Ratingen: Beitragsfreiheit auf der Kippe

Im Haushalt wird mit einem Minus von fünf Millionen Euro gerechnet. Auch in den nächsten Jahren wird es eng. Die Stadtämter sollen fünf Prozent sparen.

Ratingen. Kann sich die Stadt in Zukunft so ehrgeizige Vorhaben wie Beitragsfreiheit für Kindergärten überhaupt noch leisten? Angesichts der Entwicklung der Finanzen scheint das fraglich. Schon beim Beschluss im April war der Rat gespalten: BU und Linke wollten generelle Beitragsfreiheit, die SPD sah nur Spielraum für eine eingeschränkte Gebührenbefreiung, die CDU hielt sie für nicht verantwortbar.

Die Mehrheit beschloss, dass ab 1.August die Beiträge für jene Eltern abgeschafft werden, deren Jahreseinkommen unter 24 540 Euro liegt. Das lässt sich die Stadt rund 90 000 Euro im Jahr kosten.
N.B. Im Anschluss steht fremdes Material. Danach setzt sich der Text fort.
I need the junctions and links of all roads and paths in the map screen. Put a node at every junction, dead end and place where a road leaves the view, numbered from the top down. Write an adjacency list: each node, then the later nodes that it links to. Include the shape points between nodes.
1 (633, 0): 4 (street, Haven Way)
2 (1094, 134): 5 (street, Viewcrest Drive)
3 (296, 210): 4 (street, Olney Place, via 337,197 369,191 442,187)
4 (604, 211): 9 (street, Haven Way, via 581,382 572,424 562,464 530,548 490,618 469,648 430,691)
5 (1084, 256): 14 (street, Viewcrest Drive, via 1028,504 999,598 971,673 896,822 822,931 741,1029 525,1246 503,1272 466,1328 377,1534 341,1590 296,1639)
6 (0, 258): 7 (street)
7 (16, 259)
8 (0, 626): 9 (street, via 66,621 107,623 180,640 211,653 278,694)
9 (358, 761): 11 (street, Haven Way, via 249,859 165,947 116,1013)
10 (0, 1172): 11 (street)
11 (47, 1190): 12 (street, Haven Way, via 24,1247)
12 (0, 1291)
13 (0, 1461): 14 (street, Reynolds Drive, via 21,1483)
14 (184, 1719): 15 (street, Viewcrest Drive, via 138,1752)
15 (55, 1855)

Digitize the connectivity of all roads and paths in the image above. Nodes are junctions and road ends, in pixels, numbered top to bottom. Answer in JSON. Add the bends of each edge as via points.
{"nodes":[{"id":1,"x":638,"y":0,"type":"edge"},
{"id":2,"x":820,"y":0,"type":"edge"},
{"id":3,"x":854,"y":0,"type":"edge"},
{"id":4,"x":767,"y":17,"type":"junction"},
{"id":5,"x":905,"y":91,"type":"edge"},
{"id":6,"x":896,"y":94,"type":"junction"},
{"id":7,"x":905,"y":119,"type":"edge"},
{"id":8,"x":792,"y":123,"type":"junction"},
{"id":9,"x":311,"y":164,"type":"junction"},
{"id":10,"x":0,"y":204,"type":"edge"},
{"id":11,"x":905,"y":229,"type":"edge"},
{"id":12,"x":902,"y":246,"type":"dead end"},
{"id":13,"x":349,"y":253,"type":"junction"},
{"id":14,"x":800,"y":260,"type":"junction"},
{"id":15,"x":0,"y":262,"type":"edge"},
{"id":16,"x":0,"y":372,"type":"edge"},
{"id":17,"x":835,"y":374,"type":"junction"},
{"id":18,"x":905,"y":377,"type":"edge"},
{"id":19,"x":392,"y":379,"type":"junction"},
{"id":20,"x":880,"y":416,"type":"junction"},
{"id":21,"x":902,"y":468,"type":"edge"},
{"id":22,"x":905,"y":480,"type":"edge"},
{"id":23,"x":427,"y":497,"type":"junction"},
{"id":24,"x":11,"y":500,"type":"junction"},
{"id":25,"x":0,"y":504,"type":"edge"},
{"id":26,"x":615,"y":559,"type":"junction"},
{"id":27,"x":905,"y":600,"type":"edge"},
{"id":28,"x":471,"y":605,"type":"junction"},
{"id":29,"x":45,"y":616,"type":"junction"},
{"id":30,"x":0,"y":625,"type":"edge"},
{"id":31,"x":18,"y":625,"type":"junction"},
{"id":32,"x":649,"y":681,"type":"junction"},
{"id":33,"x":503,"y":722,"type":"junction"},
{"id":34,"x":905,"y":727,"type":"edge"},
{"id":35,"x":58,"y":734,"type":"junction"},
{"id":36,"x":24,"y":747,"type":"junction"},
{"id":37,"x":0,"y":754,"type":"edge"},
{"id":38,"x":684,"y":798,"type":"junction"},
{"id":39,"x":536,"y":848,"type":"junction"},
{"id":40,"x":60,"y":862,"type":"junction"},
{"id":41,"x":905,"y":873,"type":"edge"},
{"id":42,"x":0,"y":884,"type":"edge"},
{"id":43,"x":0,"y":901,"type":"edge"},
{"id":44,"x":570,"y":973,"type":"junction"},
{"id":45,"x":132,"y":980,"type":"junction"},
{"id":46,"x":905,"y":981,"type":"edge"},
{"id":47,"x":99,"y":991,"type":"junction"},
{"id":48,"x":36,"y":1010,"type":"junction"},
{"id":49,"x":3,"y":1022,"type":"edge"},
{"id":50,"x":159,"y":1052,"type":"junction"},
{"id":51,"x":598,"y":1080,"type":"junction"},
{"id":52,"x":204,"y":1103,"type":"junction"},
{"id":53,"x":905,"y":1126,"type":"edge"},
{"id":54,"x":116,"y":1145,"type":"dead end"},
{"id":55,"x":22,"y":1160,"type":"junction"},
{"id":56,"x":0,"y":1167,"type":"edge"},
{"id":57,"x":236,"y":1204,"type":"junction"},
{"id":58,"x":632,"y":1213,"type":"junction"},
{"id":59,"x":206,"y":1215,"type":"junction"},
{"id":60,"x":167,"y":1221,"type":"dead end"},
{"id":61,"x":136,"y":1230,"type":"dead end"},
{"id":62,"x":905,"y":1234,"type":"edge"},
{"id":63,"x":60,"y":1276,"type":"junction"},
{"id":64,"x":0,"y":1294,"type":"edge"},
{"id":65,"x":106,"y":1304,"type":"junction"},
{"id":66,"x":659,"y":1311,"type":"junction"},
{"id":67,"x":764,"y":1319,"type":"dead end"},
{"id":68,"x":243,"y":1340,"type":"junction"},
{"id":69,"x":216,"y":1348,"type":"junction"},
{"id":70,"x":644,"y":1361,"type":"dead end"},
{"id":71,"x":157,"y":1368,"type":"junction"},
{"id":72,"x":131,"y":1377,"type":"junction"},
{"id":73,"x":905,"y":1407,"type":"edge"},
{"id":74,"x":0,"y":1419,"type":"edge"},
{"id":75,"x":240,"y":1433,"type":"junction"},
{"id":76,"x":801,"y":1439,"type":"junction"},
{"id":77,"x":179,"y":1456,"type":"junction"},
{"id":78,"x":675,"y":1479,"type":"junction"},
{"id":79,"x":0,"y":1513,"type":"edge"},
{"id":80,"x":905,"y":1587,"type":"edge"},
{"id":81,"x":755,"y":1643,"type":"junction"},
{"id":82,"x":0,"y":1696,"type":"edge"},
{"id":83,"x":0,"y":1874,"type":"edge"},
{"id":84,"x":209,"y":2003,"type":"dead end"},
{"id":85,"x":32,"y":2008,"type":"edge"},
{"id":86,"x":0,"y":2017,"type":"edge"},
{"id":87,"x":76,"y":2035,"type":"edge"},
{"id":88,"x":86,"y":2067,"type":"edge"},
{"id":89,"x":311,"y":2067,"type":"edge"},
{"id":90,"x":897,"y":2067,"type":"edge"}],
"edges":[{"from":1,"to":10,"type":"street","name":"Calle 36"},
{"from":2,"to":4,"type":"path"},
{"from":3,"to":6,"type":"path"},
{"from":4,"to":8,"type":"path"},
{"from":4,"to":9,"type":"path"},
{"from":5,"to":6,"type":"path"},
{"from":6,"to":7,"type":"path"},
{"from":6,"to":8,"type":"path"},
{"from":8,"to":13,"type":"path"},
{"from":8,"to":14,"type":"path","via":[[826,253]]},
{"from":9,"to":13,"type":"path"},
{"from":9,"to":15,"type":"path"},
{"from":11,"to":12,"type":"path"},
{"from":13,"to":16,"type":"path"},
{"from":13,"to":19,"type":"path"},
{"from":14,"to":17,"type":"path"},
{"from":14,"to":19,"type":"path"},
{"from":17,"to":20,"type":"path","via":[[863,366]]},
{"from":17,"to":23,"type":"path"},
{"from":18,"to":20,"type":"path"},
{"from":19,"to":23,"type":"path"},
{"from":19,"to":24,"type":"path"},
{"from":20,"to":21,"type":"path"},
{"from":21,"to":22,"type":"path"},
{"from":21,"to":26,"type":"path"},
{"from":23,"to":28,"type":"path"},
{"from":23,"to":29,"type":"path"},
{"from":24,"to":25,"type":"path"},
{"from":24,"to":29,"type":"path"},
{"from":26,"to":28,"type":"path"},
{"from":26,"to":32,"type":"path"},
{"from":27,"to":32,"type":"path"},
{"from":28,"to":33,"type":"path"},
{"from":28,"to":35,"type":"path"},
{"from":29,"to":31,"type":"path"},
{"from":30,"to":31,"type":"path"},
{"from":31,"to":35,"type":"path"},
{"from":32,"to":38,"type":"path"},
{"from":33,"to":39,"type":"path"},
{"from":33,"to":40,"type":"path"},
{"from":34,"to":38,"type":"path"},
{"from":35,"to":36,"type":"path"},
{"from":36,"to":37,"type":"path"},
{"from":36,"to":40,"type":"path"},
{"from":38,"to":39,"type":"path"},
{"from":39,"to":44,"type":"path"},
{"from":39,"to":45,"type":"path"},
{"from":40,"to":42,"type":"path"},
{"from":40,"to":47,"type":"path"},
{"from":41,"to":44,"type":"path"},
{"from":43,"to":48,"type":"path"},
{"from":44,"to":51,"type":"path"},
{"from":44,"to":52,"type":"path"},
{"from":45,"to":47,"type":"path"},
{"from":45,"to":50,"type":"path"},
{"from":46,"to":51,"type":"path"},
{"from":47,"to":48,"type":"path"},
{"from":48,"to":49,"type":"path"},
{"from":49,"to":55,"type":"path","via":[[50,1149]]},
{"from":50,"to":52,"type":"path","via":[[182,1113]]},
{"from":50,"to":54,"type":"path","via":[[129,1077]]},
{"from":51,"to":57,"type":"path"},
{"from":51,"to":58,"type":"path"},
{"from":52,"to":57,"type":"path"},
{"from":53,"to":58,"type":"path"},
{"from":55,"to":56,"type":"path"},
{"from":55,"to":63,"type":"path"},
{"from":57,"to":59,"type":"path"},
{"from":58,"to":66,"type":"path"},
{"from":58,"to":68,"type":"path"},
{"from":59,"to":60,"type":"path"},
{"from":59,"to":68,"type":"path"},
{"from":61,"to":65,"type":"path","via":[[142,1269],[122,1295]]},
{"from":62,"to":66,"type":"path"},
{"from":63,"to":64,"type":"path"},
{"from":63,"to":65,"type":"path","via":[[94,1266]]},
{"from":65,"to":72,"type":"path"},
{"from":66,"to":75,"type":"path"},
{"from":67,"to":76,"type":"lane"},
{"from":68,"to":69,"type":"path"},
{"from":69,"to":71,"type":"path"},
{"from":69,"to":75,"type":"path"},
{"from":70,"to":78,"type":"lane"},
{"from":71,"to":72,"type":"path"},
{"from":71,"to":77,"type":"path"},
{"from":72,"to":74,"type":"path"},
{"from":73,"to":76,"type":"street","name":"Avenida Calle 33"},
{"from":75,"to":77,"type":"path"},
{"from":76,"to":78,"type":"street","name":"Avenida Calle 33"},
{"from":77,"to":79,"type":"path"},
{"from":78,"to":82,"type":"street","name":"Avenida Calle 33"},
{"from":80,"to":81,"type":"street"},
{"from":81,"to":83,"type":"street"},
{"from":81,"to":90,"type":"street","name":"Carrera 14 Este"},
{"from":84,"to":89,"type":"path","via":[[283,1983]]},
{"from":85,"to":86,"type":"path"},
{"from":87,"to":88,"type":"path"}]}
Eine völlige Beitragsbefreiung würde dem Kämmerer jetzt schwer im Magen liegen. Dafür wären 2,7 Millionen Euro nötig - und ein ausgeglichener Ergebnisplan. Nachdem SPD und CDU hinsichtlich der Einnahmen ganz dunkle Wolken über der Stadt heraufziehen sahen, sollte er im Hauptausschuss noch einmal alle Zahlen auf den Tisch legen: Gewerbesteuereinnahmen, Rückzahlungsrisiken, Finanzplanung ab 2010.

Stadtkämmerer Klaus-Konrad Pesch griff zum großen Wolkenschieber und präsentierte sowohl die längst bekannten, als auch die aktuellsten Daten. "Es ist alles weniger aufregend als in anderen Kommunen", relativierte er vorab. Allerdings sind auch in Ratingen die fetten Zeiten vorbei, was vorhersehbar war.

Die Ende März erwarteten Gewerbesteuereinnahmen von 115 Millionen Euro bleiben ein Wunschtraum. Von Juni bis jetzt schwankte die Summe zwischen 108 und 112 Millionen, aktueller Stand: 110 Millionen. Pesch selbst glaubt nicht, dass die angepeilten 115 Millionen noch erreicht werden.

Dazu kämen Rückzahlungsrisiken von rund zehn Millionen Euro, die aber nicht ins Haushaltsergebnis 2009 einschlagen werden. Dieses Minus müsse die Stadt auch in den Jahren ab 2010 jeweils einkalkulieren. Im Endeffekt rechnet Pesch für den Haushaltsansatz mit einem Defizit von fünf bis sechs Millionen Euro.

Mit Aussagen zur mittelfristigen Finanzplanung hielt Pesch sich zurück. "Ich kenne den Finanzbedarf des Kreises nicht." Der Kämmerer befürchtet allerdings, dass der Gewerbesteueransatz von 110 Millionen Euro "nach unten korrigiert" werden muss. "Die Konsolidierungskommission wird mit zehn oder 15 Millionen Defizit starten."

Christian Wiglow (SPD) sah weitere Defizite voraus - etwa durch die doppelt so teure Sanierung der Sporthalle West. Die Stadt werde "erstmals unter die Null-Linie" rutschen.

Gerold Fahr (CDU) wies darauf hin, dass zehn Millionen Minus in Ratingen kein Standard sein dürfe, die Stadt wäre seit Jahren immer im Plus gewesen. Angesichts der "Kaffeesatzleserei" (Lothar Diehl) platzte auch Bürgermeister Harald Birkenkamp der Kragen: "Zum Vergleich: Mettmann rechnet mit 2,3 Millionen Gewerbesteuer. Auf welchem Niveau diskutieren wir hier eigentlich?"

Und was passiere bei einem Fünf-Millionen-Minus? "Die nehmen wir aus der Ausgleichsrücklage, dafür ist sie da." Der Rat müsse aber auch bereit sein, über bereits Beschlossenes noch einmal nachzudenken. Auch Kämmerer Pesch sieht Handlungsbedarf: Die Stadtämter sollen bei der Erstellung ihrer neuen Budgets vorweg fünf Prozent einsparen, bisher galt die "schwarze Null".